At such an early stage in the process, Miller was impressed with what he saw.
"I've been pleased with the transition for the most part," he said. "We're really looking at the effort, execution and playing physical, and we did a good job with that. There were a few disappointing things and some things we did really well. The good thing is it allows us to see where we are at and identify the things we need to be focusing on."
The game included four 10-minute quarters with a standard clock as the first-team offense went primarily against the first-team defense and so on.
"We weren't really looking at the score or worried about who won," Miller said. "We got better as a team, so everyone won in the end. We aren't as concerned with the score as we are with moving the ball and getting stops when we need to."
Miller also was impressed with an offensive possession that consumed nearly the entire third quarter.
"That was a good drive," he said. "The biggest change for us is that we're going to be much more of a ball-control team. We did a good job of it in that third quarter."
Miller said it appears the team is enjoying the new offense despite the early changes.
"We have a lot of formations with fullbacks and tight ends," he said. "And there are a lot of different blocking techniques and styles for the offensive line. It's a power offense and it can take a little while longer to adjust to. We have three quarterbacks we're looking at right now and they've all done real well.
"I also think they liked being able to go back to the huddle and gather themselves. There is more communication going on between the plays."
The receiving group, however, was a little more skeptical at first.

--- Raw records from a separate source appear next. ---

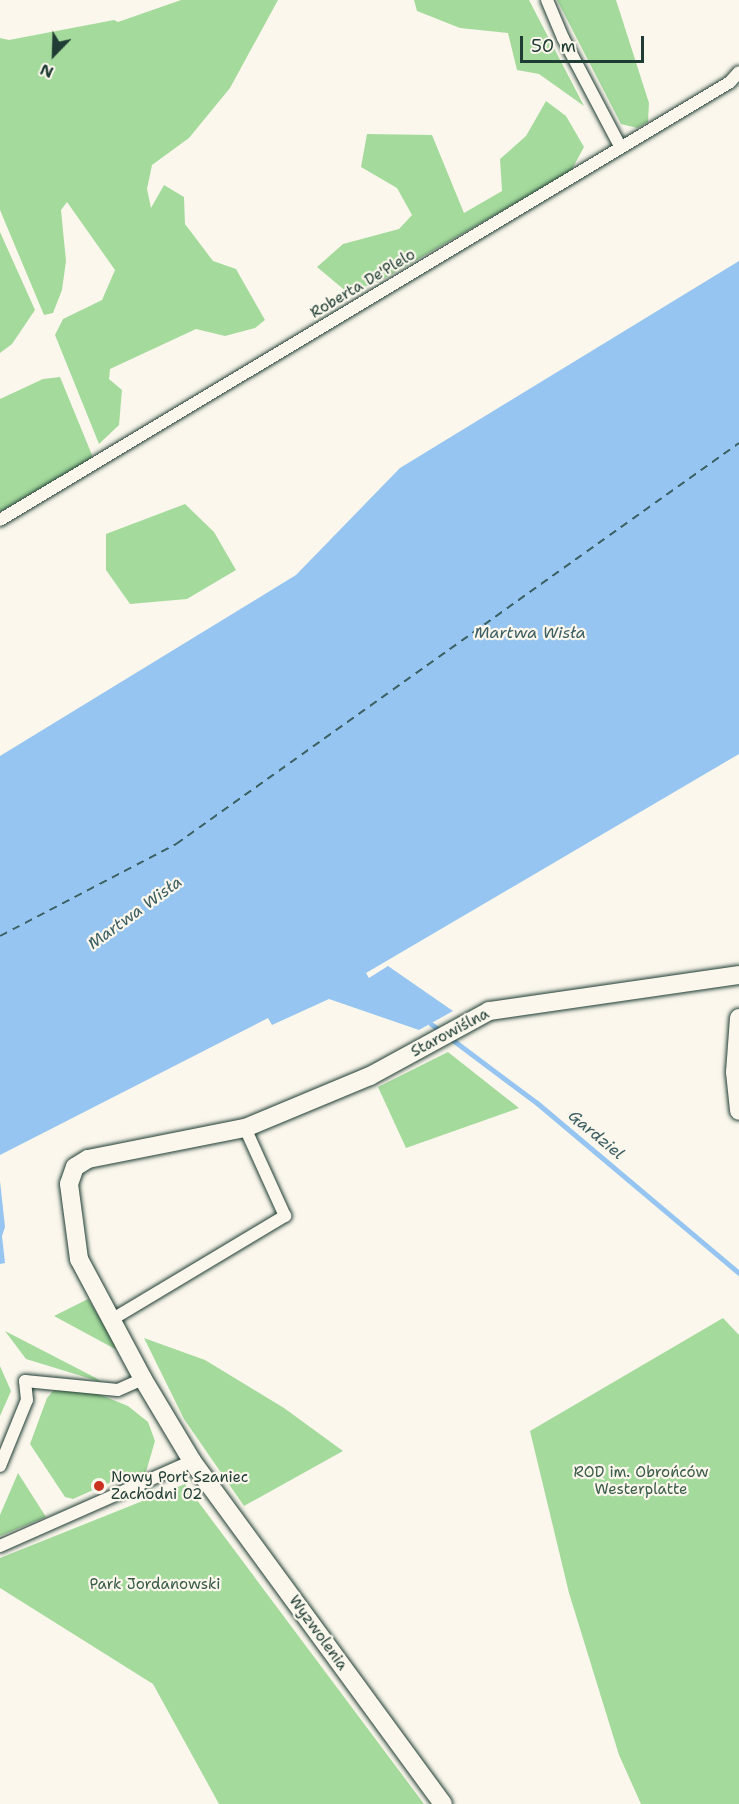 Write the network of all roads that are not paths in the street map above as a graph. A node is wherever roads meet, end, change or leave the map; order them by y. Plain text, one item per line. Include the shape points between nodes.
1 (547, 0) edge
2 (739, 72) edge
3 (620, 146) junction
4 (0, 520) edge
5 (739, 975) edge
6 (739, 1018) edge
7 (739, 1111) edge
8 (245, 1128) junction
9 (111, 1320) junction
10 (143, 1379) junction
11 (192, 1461) junction
12 (0, 1466) edge
13 (0, 1546) edge
14 (443, 1804) edge

1 - 3 street via 562,38
2 - 3 street, Roberta De'Plelo via 730,82
3 - 4 street, Roberta De'Plelo
5 - 8 street, Starowiślna via 506,1008 465,1021 370,1076
6 - 7 street via 735,1072
8 - 9 street via 285,1216
8 - 9 street, Starowiślna via 88,1159 75,1167 69,1184 79,1259
9 - 10 street, Starowiślna
10 - 11 street, Wyzwolenia
10 - 12 street via 118,1390 25,1381 27,1400
11 - 13 street
11 - 14 street, Wyzwolenia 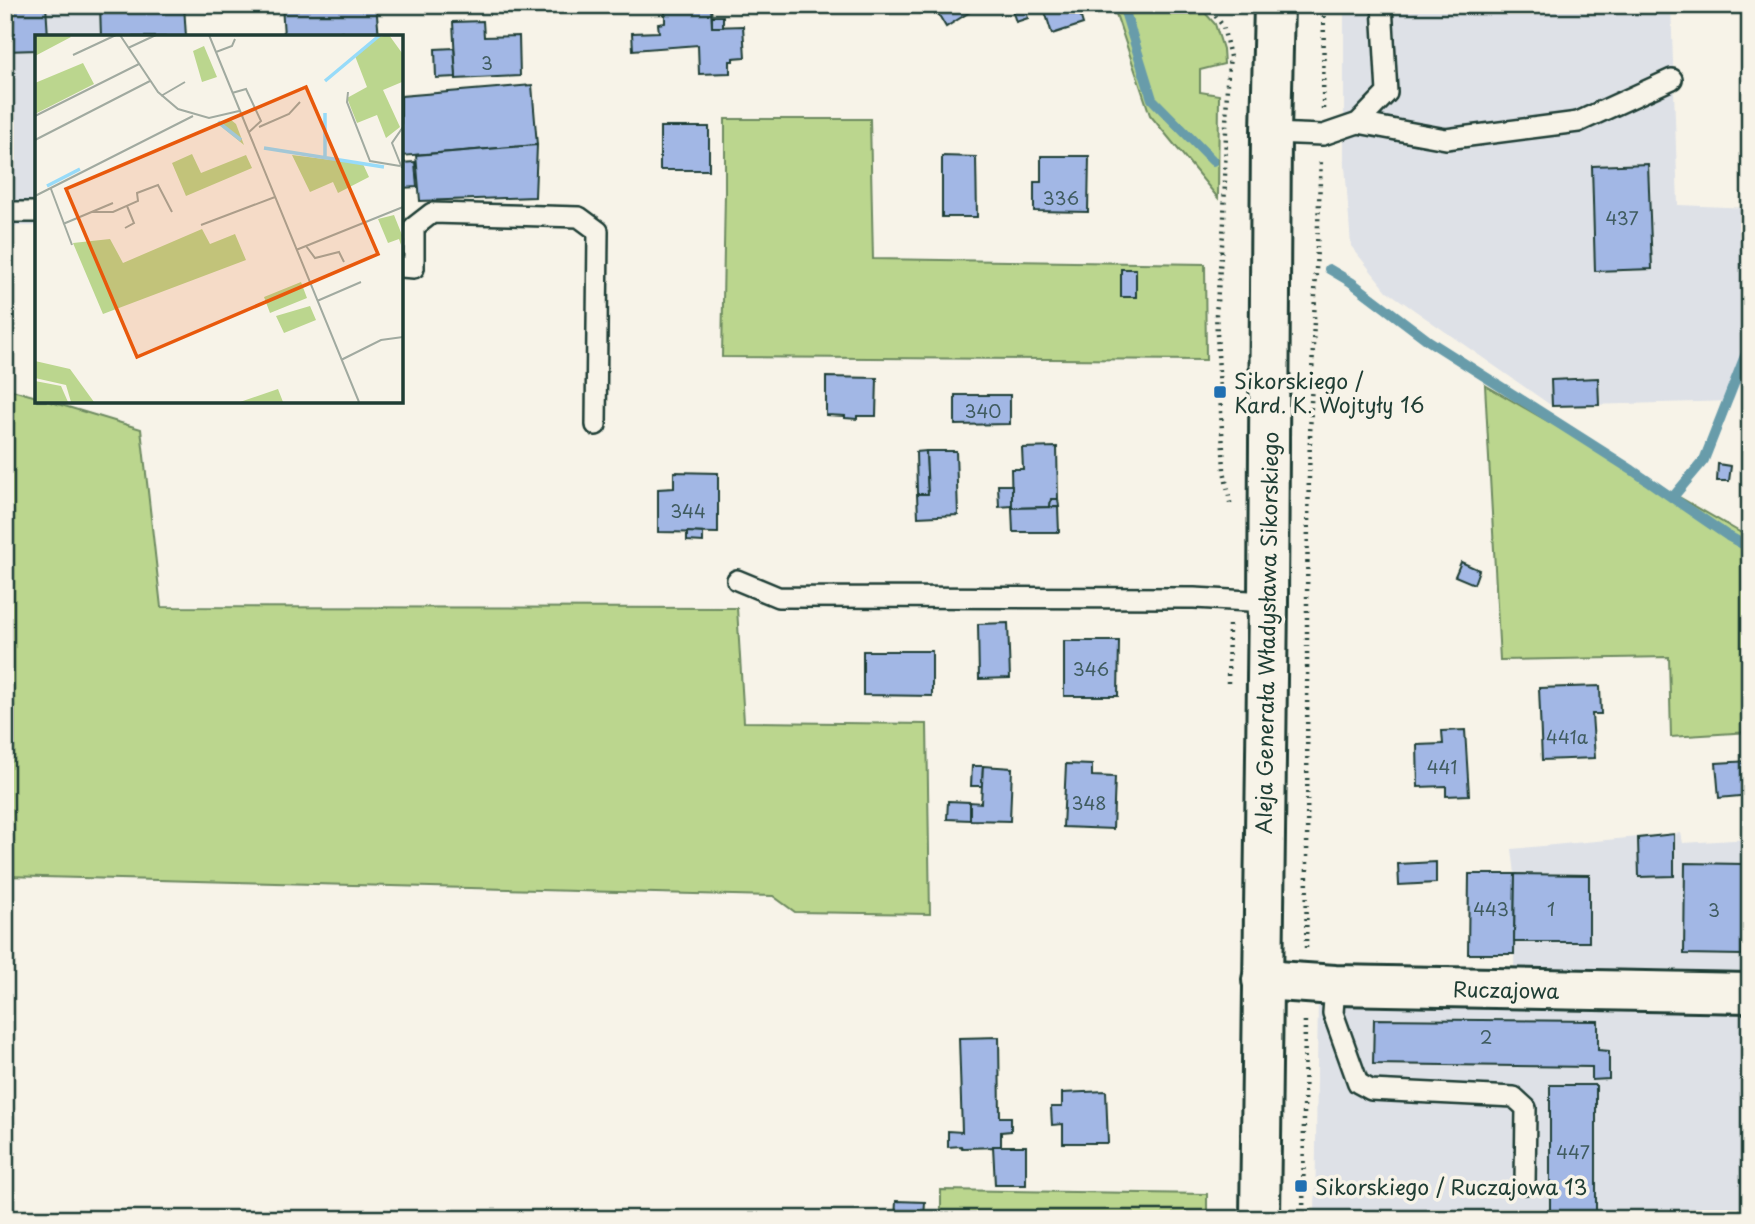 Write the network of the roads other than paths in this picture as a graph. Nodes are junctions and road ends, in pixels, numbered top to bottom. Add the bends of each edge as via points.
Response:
1 (1274, 5) edge
2 (1382, 5) edge
3 (1672, 79) dead end
4 (1358, 123) junction
5 (1271, 133) junction
6 (5, 212) edge
7 (35, 212) edge
8 (402, 267) edge
9 (596, 425) dead end
10 (737, 580) dead end
11 (1268, 602) junction
12 (1262, 980) junction
13 (1320, 984) junction
14 (1750, 993) edge
15 (1525, 1184) dead end
16 (1260, 1219) edge

1 - 5 main road, Aleja Generała Władysława Sikorskiego
2 - 4 lane via 1387,93
3 - 4 lane via 1577,122 1446,139
4 - 5 lane via 1323,135
5 - 11 main road, Aleja Generała Władysława Sikorskiego
6 - 7 lane
8 - 9 lane via 414,268 414,227 432,213 579,217 598,231
10 - 11 lane via 778,597
11 - 12 main road, Aleja Generała Władysława Sikorskiego
12 - 13 main road, Ruczajowa
12 - 16 main road, Aleja Generała Władysława Sikorskiego
13 - 14 main road, Ruczajowa
13 - 15 lane via 1358,1083 1371,1090 1514,1097 1526,1108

"I know a lot of the of the skill guys were kind of worried about going from four- and five-receiver sets to a lot of formations with multiple tight ends and fullbacks. They were kind of worried we weren't going to be throwing as much. But I think they saw that wasn't necessarily the case."
Defensively, the Farmers made strides as well.
"We're reading our keys a lot better than we were 18 days ago," Miller said. "We saw significant improvement and we're right about where we had hoped we would be. During two-a-days in the spring, we want to give them the knowledge to begin with. We don't want to try and reinvent the wheel in just a couple of weeks."
Always a hope, the Farmers also came out the Spring Game injury-free and had solid participation.
"We got some kids out of the hallways and onto the field," Miller said. "And we got some of the basketball guys to come out. They're very athletic. Coach (Gary) Collier and the other coaches do a great job of sharing the athletes. They get them to us on the football field and we'll try to push some of the football players to basketball and the other sports."
Miller added that the Farmers don't plan on having many "ironmen" this season.
"We have one or two guys that will go both ways," he said. "But we want to limit the players that are playing on both sides so they can get more saturation with their positional coaches. We really have to cut that exposure if they are playing on both sides of the ball."
While spring practice has concluded for the Farmers, they still have plenty of work to do during the offseason.
"We have a six-week weight program," Miller said. "We go four days a week for two hours a day. But it isn't just for football, it's a workout program for guys and girls and all sports. We need to get stronger all across the campus."